The self-publishing providers' use of the ISBN is not always helpful to the unassuming author. For instance, Amazon's Kindle Direct Publishing (KDP) can provide a free ISBN during paperback setup, BUT because Amazon is a US company, KDP will assign a US ISBN (supplied by Bowker, the US ISBN agency). A US ISBN is fine if an author wishes to sell their book online, and make use of Amazon's external distribution features that apply in the US; however, if the author wishes to sell their book online, and make their book available to UK book retailers and libraries, then a UK ISBN must be provided. However, UK ISBN numbers are not free.
How does a UK ISBN work? Every book that is assigned a UK ISBN number is held on Nielsen's database. So, when a customer requests a book through a UK bookseller or library, which is not held in stock, a search of the ISBN in the database will bring up the book's bibliographic data, such as the publisher and distributor. The book can then be ordered directly. With traditional publishing, the publisher will generally be a large organisation who has a distributor tied in. With self-publishers, the individual author is the publisher and distributor; therefore, responsible for providing the book to whichever bookseller has ordered it.
The pros and cons of a UK ISBN. For the self-publisher, the idea of having their book requested by a UK bookseller is attractive, but it can be a financial disadvantage. Self-publishing providers generally offer a print-on-demand (POD) service: each time a customer buys a book online, a request is made to print the book. There is no wholesale stock as such. Booksellers want to make a profit (they won't order a book at the retail price), and so they tend to ask for non-negotiable discounts that are not favourable to the self-publisher. This can result in maing only pennies in profit for the author, more likely a loss, even when they can buy their own books at a discount. However, one advantage of a personal UK ISBN is that the author has total publishing rights over their book, and can control what they do with it. With many US-based self-publishing providers, if an author accepts a free US ISBN, the publishing rights belong to that provider. (This is not the same as copyright. The author retains copyright of their work wherever it is published.) This makes it difficult for the author to make certain decisions, such as removing a publication, if they don't have control over their book. And once an ISBN has been assigned, it cannot be changed.

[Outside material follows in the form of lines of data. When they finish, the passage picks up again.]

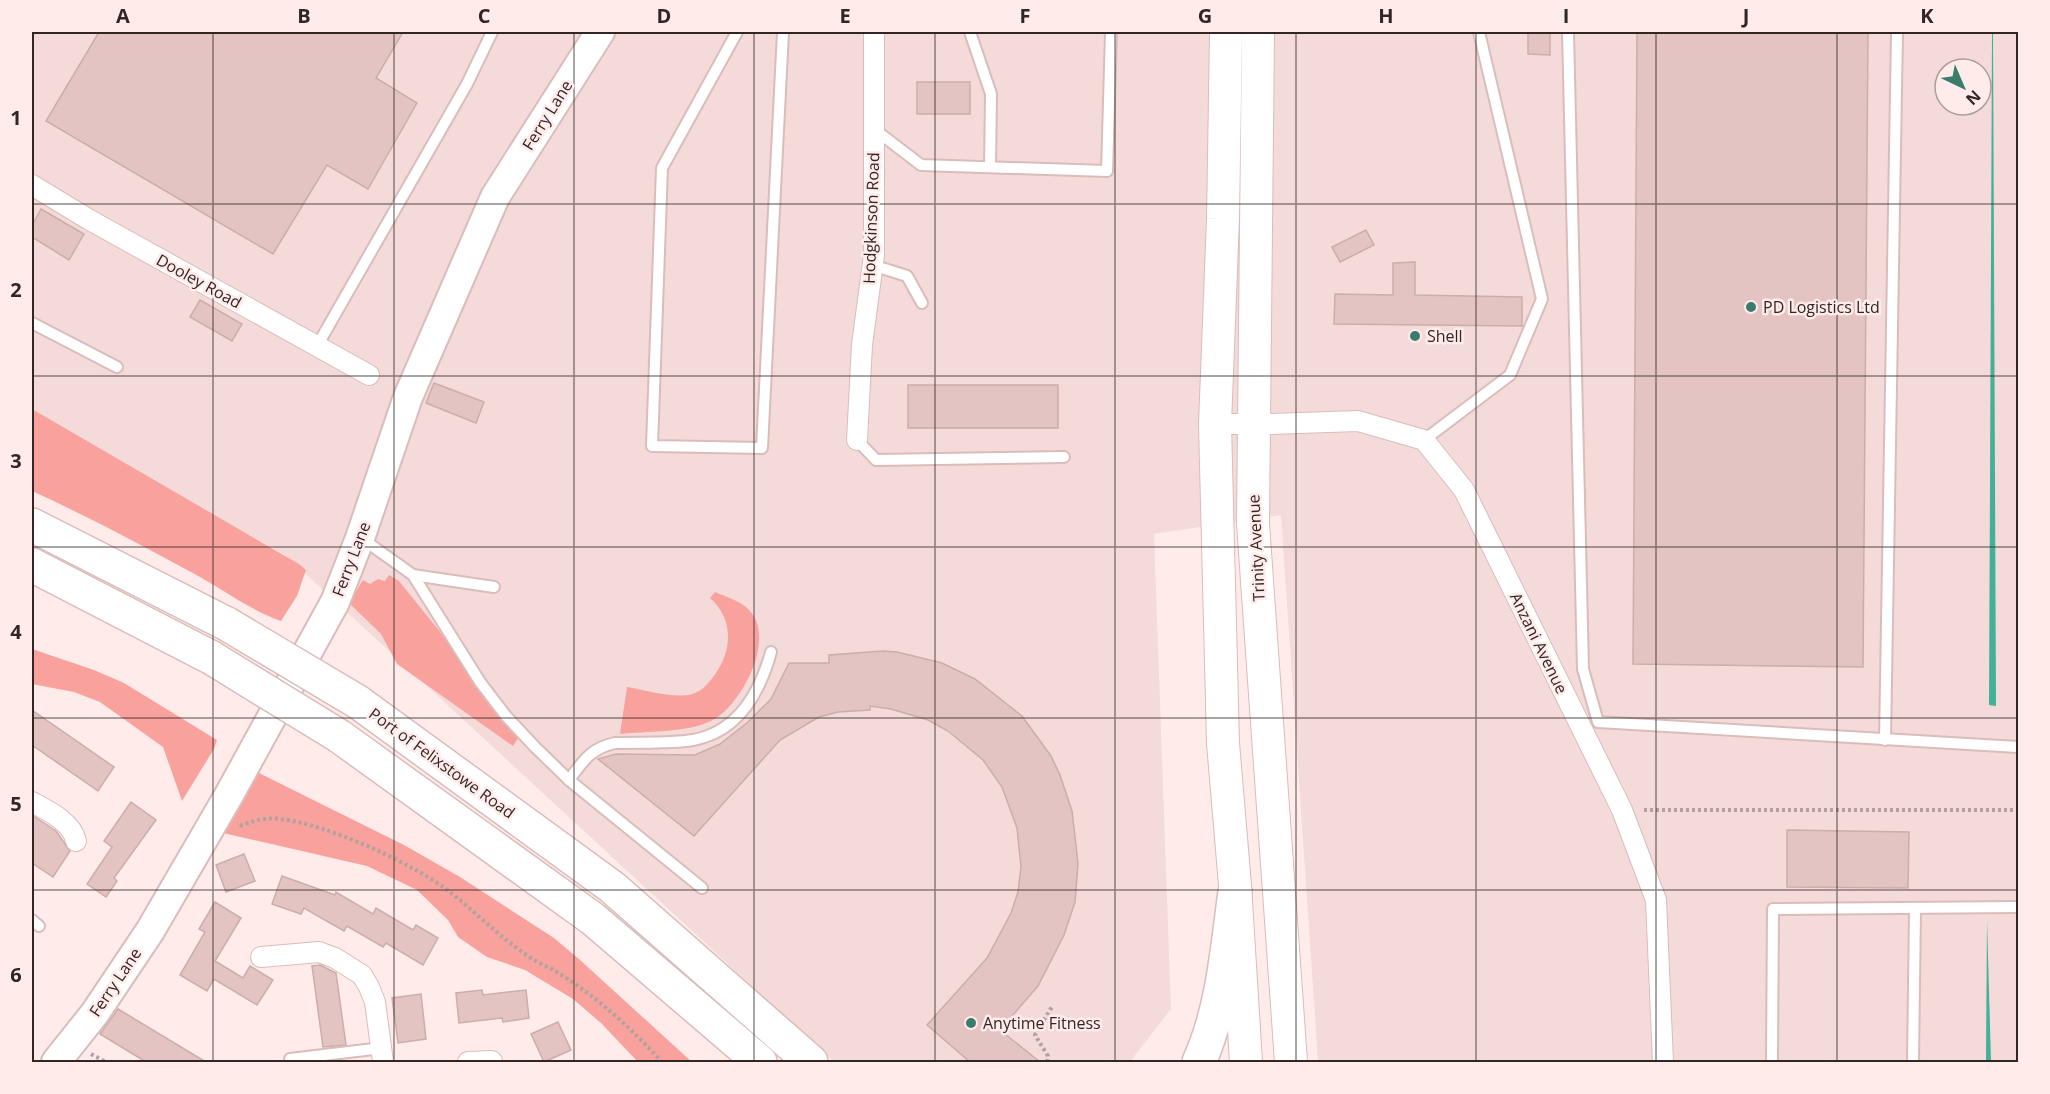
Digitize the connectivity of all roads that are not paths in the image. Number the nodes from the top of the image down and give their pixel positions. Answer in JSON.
{"nodes":[{"id":1,"x":492,"y":32,"type":"edge"},
{"id":2,"x":600,"y":32,"type":"edge"},
{"id":3,"x":737,"y":32,"type":"edge"},
{"id":4,"x":783,"y":32,"type":"edge"},
{"id":5,"x":874,"y":32,"type":"edge"},
{"id":6,"x":970,"y":32,"type":"edge"},
{"id":7,"x":1111,"y":32,"type":"edge"},
{"id":8,"x":1226,"y":32,"type":"edge"},
{"id":9,"x":1258,"y":32,"type":"edge"},
{"id":10,"x":1479,"y":32,"type":"edge"},
{"id":11,"x":1568,"y":32,"type":"edge"},
{"id":12,"x":1897,"y":32,"type":"edge"},
{"id":13,"x":874,"y":129,"type":"junction"},
{"id":14,"x":990,"y":167,"type":"junction"},
{"id":15,"x":32,"y":184,"type":"edge"},
{"id":16,"x":872,"y":266,"type":"junction"},
{"id":17,"x":922,"y":303,"type":"dead end"},
{"id":18,"x":32,"y":322,"type":"edge"},
{"id":19,"x":316,"y":346,"type":"junction"},
{"id":20,"x":117,"y":367,"type":"dead end"},
{"id":21,"x":369,"y":375,"type":"dead end"},
{"id":22,"x":1215,"y":424,"type":"junction"},
{"id":23,"x":1253,"y":424,"type":"junction"},
{"id":24,"x":857,"y":440,"type":"joint"},
{"id":25,"x":1424,"y":440,"type":"junction"},
{"id":26,"x":1064,"y":457,"type":"dead end"},
{"id":27,"x":32,"y":525,"type":"edge"},
{"id":28,"x":360,"y":538,"type":"junction"},
{"id":29,"x":32,"y":565,"type":"edge"},
{"id":30,"x":413,"y":575,"type":"junction"},
{"id":31,"x":494,"y":587,"type":"dead end"},
{"id":32,"x":771,"y":652,"type":"dead end"},
{"id":33,"x":1885,"y":740,"type":"junction"},
{"id":34,"x":2019,"y":747,"type":"edge"},
{"id":35,"x":569,"y":780,"type":"junction"},
{"id":36,"x":32,"y":801,"type":"edge"},
{"id":37,"x":76,"y":841,"type":"dead end"},
{"id":38,"x":702,"y":888,"type":"dead end"},
{"id":39,"x":1235,"y":892,"type":"junction"},
{"id":40,"x":2019,"y":907,"type":"edge"},
{"id":41,"x":1915,"y":909,"type":"junction"},
{"id":42,"x":261,"y":957,"type":"dead end"},
{"id":43,"x":383,"y":1055,"type":"edge"},
{"id":44,"x":290,"y":1059,"type":"dead end"},
{"id":45,"x":492,"y":1061,"type":"dead end"},
{"id":46,"x":57,"y":1062,"type":"edge"},
{"id":47,"x":468,"y":1062,"type":"edge"},
{"id":48,"x":760,"y":1062,"type":"edge"},
{"id":49,"x":811,"y":1062,"type":"edge"},
{"id":50,"x":1199,"y":1062,"type":"edge"},
{"id":51,"x":1246,"y":1062,"type":"edge"},
{"id":52,"x":1291,"y":1062,"type":"edge"},
{"id":53,"x":1664,"y":1062,"type":"edge"},
{"id":54,"x":1772,"y":1062,"type":"edge"},
{"id":55,"x":1913,"y":1062,"type":"edge"}],
"edges":[{"from":1,"to":19,"type":"lane"},
{"from":2,"to":28,"type":"street","name":"Ferry Lane"},
{"from":3,"to":4,"type":"lane"},
{"from":5,"to":13,"type":"street","name":"Hodgkinson Road"},
{"from":6,"to":14,"type":"lane"},
{"from":7,"to":14,"type":"lane"},
{"from":8,"to":22,"type":"main road"},
{"from":9,"to":23,"type":"main road","name":"Trinity Avenue"},
{"from":10,"to":25,"type":"lane"},
{"from":11,"to":33,"type":"lane"},
{"from":12,"to":33,"type":"lane"},
{"from":13,"to":14,"type":"lane"},
{"from":13,"to":16,"type":"street","name":"Hodgkinson Road"},
{"from":15,"to":19,"type":"street","name":"Dooley Road"},
{"from":16,"to":17,"type":"lane"},
{"from":16,"to":24,"type":"street","name":"Hodgkinson Road"},
{"from":18,"to":20,"type":"lane"},
{"from":19,"to":21,"type":"street","name":"Dooley Road"},
{"from":22,"to":23,"type":"street"},
{"from":22,"to":39,"type":"main road"},
{"from":23,"to":25,"type":"street"},
{"from":23,"to":52,"type":"main road","name":"Trinity Avenue"},
{"from":24,"to":26,"type":"lane"},
{"from":25,"to":53,"type":"street","name":"Anzani Avenue"},
{"from":27,"to":49,"type":"highway","name":"Port of Felixstowe Road","bridge":true},
{"from":28,"to":30,"type":"lane"},
{"from":28,"to":46,"type":"street","name":"Ferry Lane"},
{"from":29,"to":48,"type":"highway","bridge":true},
{"from":30,"to":31,"type":"lane"},
{"from":30,"to":35,"type":"lane"},
{"from":32,"to":35,"type":"lane"},
{"from":33,"to":34,"type":"lane"},
{"from":35,"to":38,"type":"lane"},
{"from":36,"to":37,"type":"street"},
{"from":39,"to":50,"type":"highway"},
{"from":39,"to":51,"type":"main road"},
{"from":40,"to":41,"type":"lane"},
{"from":41,"to":54,"type":"lane"},
{"from":41,"to":55,"type":"lane"},
{"from":42,"to":43,"type":"street"},
{"from":43,"to":44,"type":"lane"},
{"from":45,"to":47,"type":"street"}]}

How to obtain a UK ISBN. The quickest way to buy an ISBN is to order directly from the ISBN store. Registration is required, along with a reasonable amount of form-filling! As at January 2020, a single ISBN costs £89.00. 10 cost £164.00. A unique ISBN is required for each type of published media: paperback and e-book (so that's two for a start!) However, in order to register to buy an ISBN, the author has to provide a publishing name (imprint). This is worth consideration, and it can be a trading name or a personal name.